Over 4 years ago I left my job because I knew that working in retail was no longer for me and I wanted to ‘find myself’ as clichéd as this sounds. With the help of my best friend I learned to live on a small budget and go without the luxuries many people may enjoy in this world. It was a big risk to take, but it was a strong feeling. I needed to do this.
Of course it was extremely challenging to leave the conventional way of living, having a job, having a regular income, fitting in, belonging, within the constraints society demands, but I did it, even though I often questioned my decision and often judged myself for acting recklessly, and ‘Yes’, others judged me too. It took a long time to accept that my decision was right for me, because it went against the grain of what society says you must do.

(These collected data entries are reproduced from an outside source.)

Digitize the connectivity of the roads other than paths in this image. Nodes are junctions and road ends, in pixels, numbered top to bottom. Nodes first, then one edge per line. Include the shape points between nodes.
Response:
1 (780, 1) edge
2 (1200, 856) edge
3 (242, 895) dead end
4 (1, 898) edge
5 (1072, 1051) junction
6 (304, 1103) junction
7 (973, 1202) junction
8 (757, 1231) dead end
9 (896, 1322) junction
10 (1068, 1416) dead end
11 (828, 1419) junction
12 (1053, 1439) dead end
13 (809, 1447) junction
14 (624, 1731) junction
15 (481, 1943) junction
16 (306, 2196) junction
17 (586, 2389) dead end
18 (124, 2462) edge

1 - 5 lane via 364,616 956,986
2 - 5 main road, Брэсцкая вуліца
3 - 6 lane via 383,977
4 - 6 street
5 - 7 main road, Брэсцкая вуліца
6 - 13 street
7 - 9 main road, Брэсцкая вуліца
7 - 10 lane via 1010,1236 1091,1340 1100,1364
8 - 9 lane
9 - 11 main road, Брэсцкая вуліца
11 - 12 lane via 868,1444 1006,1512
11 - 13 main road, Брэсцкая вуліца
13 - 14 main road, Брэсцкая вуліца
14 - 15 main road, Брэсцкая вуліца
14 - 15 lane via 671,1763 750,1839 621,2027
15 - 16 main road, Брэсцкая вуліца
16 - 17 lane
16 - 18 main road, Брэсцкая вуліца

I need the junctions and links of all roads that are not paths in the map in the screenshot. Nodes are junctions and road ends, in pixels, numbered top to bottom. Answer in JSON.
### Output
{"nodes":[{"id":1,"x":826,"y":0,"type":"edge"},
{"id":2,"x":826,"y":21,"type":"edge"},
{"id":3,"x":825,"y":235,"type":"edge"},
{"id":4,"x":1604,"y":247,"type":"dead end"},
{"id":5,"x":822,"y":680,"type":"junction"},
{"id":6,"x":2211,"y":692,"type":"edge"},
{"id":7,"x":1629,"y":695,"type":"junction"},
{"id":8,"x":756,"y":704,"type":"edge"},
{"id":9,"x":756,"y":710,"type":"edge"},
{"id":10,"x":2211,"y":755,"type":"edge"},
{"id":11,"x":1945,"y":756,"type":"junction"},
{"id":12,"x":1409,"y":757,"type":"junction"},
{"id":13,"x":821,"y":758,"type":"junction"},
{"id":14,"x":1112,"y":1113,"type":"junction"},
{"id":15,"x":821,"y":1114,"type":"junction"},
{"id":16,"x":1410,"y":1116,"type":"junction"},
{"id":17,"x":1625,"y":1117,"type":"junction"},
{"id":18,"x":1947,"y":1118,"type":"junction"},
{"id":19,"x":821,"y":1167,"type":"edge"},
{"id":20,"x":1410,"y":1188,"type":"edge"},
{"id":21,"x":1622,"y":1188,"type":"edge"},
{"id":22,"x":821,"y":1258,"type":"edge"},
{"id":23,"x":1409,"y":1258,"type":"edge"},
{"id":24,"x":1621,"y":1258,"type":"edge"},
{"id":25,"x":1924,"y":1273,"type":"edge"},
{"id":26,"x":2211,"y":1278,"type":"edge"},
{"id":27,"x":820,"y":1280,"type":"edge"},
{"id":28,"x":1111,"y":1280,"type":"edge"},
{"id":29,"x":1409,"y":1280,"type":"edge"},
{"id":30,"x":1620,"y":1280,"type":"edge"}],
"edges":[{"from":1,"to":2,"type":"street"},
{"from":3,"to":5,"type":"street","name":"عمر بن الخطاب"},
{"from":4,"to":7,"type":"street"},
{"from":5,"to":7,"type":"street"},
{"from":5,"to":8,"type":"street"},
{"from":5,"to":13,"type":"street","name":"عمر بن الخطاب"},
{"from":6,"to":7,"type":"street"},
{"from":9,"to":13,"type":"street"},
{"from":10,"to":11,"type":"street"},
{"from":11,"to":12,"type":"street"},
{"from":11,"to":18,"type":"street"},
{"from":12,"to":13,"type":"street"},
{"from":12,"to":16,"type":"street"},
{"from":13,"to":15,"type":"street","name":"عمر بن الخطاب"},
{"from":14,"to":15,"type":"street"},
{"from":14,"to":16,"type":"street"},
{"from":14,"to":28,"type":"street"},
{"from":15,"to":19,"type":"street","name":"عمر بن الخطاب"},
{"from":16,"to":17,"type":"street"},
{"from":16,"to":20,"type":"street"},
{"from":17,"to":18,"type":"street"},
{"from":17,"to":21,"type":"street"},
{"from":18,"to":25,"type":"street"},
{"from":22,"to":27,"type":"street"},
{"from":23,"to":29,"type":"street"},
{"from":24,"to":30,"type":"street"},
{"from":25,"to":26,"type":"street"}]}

During those 4 years, life took care of me financially, with unexpected abundance coming my way, and when I needed it, often at the 11th hour. It was a journey of trust in uncertainty and the unknown.
I walked a lot in nature, alone. I barely saw another soul during those 4 years and those friends I did have at the time matched the journey I was on. Most of them only wanting to meet up once a month or once every 2 months, and some I saw once every 6 months. A surreal enforced solitude.
Going without luxuries was a gift at the time. When you have just enough to eat and pay rent and little else, you begin to value every drop of abundance that comes your way, and it’s something that has never left me. Embracing ‘poor’ has been such a blessing. Embracing ‘alone’ has gifted me comfort in my own company and an appreciation of another’s company.
This year (2014) I hit a low point after publishing my first book ‘When Everyone Shines But You’. As the book was unearthed from my 4 year solitude retreat, the publishing of the book brought about a feeling of anti-climax, probably similar to post-natal depression a pregnant woman may feel after giving birth to her baby. During this low point, a strong powerful urge for change came through me. It was time to re-enter the world and leave my comfort zone behind.
Some may feel I should have done this sooner, but I’m a big believer in perfect timing. This change needed to take place when I was ready and when I had garnered all I could from solitude.
Moving Out Of The Comfort Zone
Moving out of the comfort zone is just as it says, not comfortable, but essential. Anyone that says change is easy is lying. For me, moving out involved sudden spontaneity, doing something I had not tried before, like Laughter Yoga, embracing new friendship with a stranger, starting a course at my local college and generally discovering more fun in my life, more joy.
Change was no longer a stranger to me. I was walking straight into it.
This change began a new way of looking at myself. My world began to open up into the new.
Comfort zones can keep us in ruts; they can keep us stuck, but they can also have their purpose in a hibernation period where we go within and ready ourselves for change.